A special screening of the first episode was held on July 8, 2018, with three of the main leads in attendance.

===Filming===
Filming began around June 17, 2018.

==Ratings==
Good Doctor received good ratings, with its first airing at 11.5%, the highest rating for its time slot in the last 2 years.

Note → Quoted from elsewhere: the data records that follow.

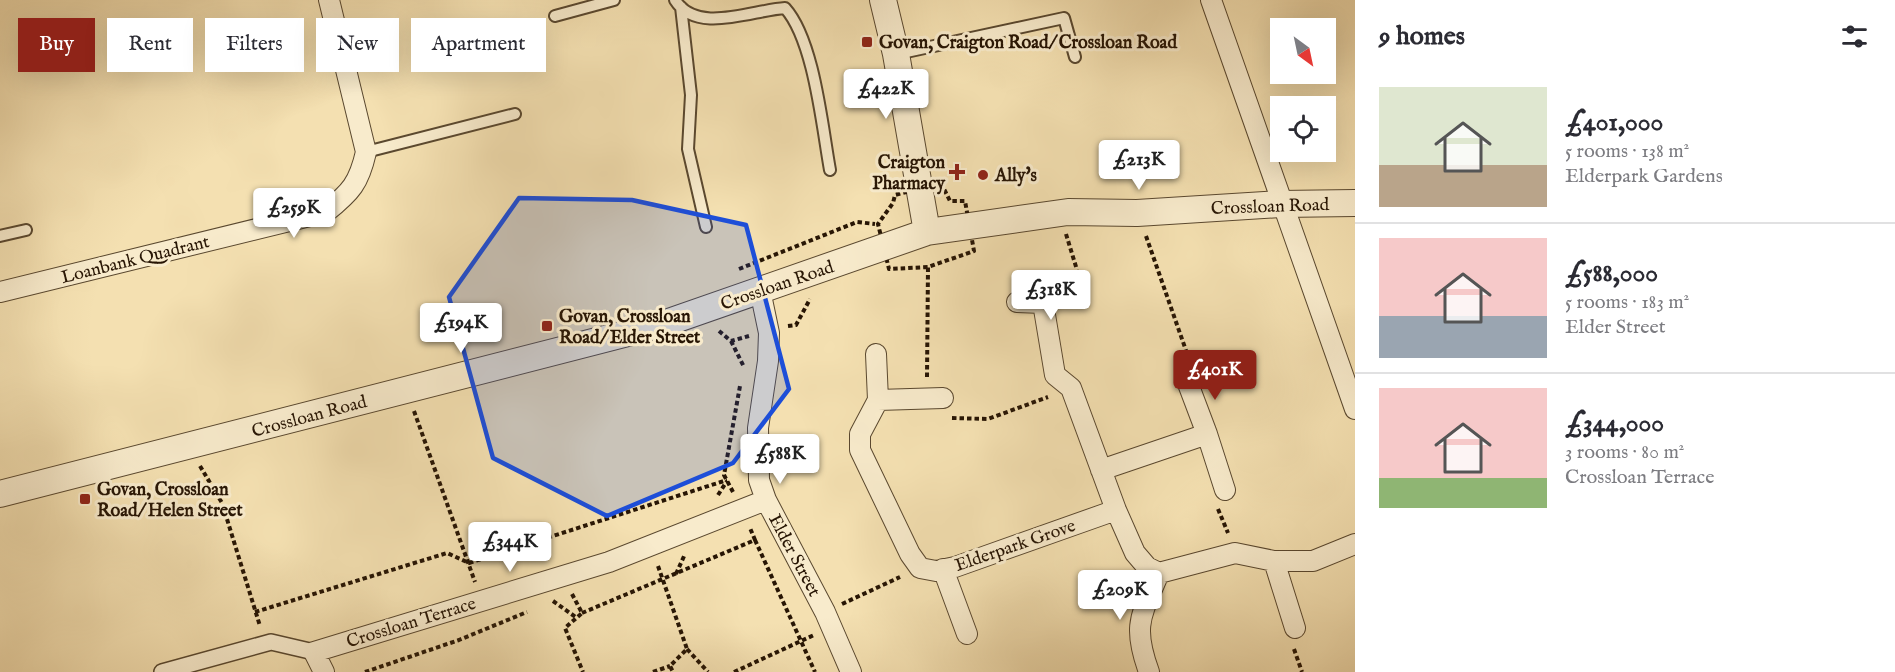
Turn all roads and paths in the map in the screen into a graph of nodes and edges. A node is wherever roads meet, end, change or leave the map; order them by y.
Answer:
1 (329, 0) edge
2 (614, 0) edge
3 (883, 0) edge
4 (1210, 0) edge
5 (678, 3) edge
6 (555, 16) dead end
7 (896, 54) junction
8 (1075, 57) dead end
9 (515, 114) dead end
10 (366, 152) junction
11 (830, 170) dead end
12 (1355, 203) edge
13 (1280, 204) junction
14 (1065, 213) junction
15 (1137, 213) junction
16 (878, 224) dead end
17 (706, 227) dead end
18 (26, 230) dead end
19 (927, 232) junction
20 (0, 236) edge
21 (928, 267) dead end
22 (889, 269) dead end
23 (735, 271) dead end
24 (879, 273) dead end
25 (760, 290) junction
26 (1076, 290) joint
27 (0, 292) edge
28 (819, 295) dead end
29 (1017, 302) dead end
30 (1044, 303) junction
31 (717, 329) dead end
32 (769, 330) junction
33 (876, 354) dead end
34 (1187, 381) joint
35 (1071, 388) junction
36 (407, 390) junction
37 (935, 398) junction
38 (878, 400) junction
39 (1355, 409) edge
40 (1207, 434) junction
41 (189, 447) junction
42 (1101, 470) junction
43 (727, 480) dead end
44 (1225, 490) joint
45 (0, 494) edge
46 (766, 500) junction
47 (1116, 510) junction
48 (755, 540) dead end
49 (1355, 544) edge
50 (651, 546) junction
51 (1235, 553) junction
52 (1274, 561) junction
53 (469, 563) junction
54 (920, 568) junction
55 (943, 569) junction
56 (1159, 573) junction
57 (563, 576) junction
58 (482, 601) junction
59 (542, 605) dead end
60 (532, 609) dead end
61 (255, 612) junction
62 (577, 618) junction
63 (828, 620) junction
64 (1294, 628) dead end
65 (968, 634) dead end
66 (800, 641) junction
67 (264, 643) junction
68 (687, 649) junction
69 (314, 652) junction
70 (670, 666) junction
71 (162, 672) edge
72 (324, 672) edge
73 (365, 672) edge
74 (583, 672) edge
75 (653, 672) edge
76 (667, 672) edge
77 (673, 672) edge
78 (708, 672) edge
79 (734, 672) edge
80 (815, 672) edge
81 (851, 672) edge
82 (1149, 672) edge

1 - 10 street
2 - 6 lane
3 - 7 street
4 - 13 street
5 - 11 lane
5 - 17 lane
7 - 8 lane
7 - 19 street
9 - 10 lane
10 - 27 street, Loanbank Quadrant
12 - 13 street, Crossloan Road
13 - 15 street, Crossloan Road
13 - 39 street
14 - 15 street, Crossloan Road
14 - 19 street, Crossloan Road
14 - 26 path
15 - 34 path
16 - 23 path
18 - 20 lane
19 - 25 street, Crossloan Road
21 - 37 path
22 - 24 path
25 - 32 street, Elder Street
25 - 36 street, Crossloan Road
26 - 30 street
28 - 32 path
29 - 30 street
30 - 35 street
31 - 32 path
32 - 46 street, Elder Street
33 - 38 street
34 - 40 street
35 - 37 path
35 - 42 street
36 - 41 street, Crossloan Road
36 - 53 path
37 - 38 street
38 - 54 street
40 - 42 street
40 - 44 street
41 - 45 street, Crossloan Road
41 - 61 path
42 - 47 street
43 - 53 path
44 - 51 path
46 - 50 street, Crossloan Terrace
46 - 63 street, Elder Street
47 - 55 street, Elderpark Grove
47 - 56 street
48 - 66 path
49 - 52 street
50 - 57 street, Crossloan Terrace
50 - 68 path
51 - 52 street
51 - 56 street
52 - 64 street
53 - 58 path
53 - 61 path
54 - 55 street, Elderpark Grove
54 - 63 path
55 - 65 street
56 - 82 street
57 - 58 street, Crossloan Terrace
57 - 62 path
58 - 69 street, Crossloan Terrace
59 - 62 path
60 - 73 path
61 - 67 path
62 - 74 path
63 - 66 path
63 - 81 street, Elder Street
66 - 79 path
66 - 80 path
67 - 69 street
67 - 71 street
68 - 70 path
68 - 78 path
69 - 72 street
70 - 75 path
70 - 76 path
70 - 77 path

| Episode | Broadcast Date | Ratings(%) (Kanto Region) | Ref. |
|---|---|---|---|
| 01 | July 12, 2018 | 11.5% |  |
| 02 | July 19, 2018 | 10.6% |  |
| 03 | July 26, 2018 | 11.6% |  |
| 04 | August 2, 2018 | 10.6% |  |
| 05 | August 9, 2018 | 12.2% |  |
| 06 | August 16, 2018 | 10.8% |  |
| 07 | August 23, 2018 | 13.0% |  |
| 08 | August 30, 2018 | 9.4% |  |
| 09 | September 6, 2018 | 10.2% |  |
| 10 | September 13, 2018 | 12.4% |  |
| Average |  | 11.2% |  |

==International broadcast==
Starting on July 21, 2018, the drama aired on WakuWaku Japan in Indonesia, Myanmar, Singapore, Thailand, Taiwan, Sri Lanka, Mongolia, and Vietnam, on Saturdays at 21:00 (SGP), 20:00 (JKT).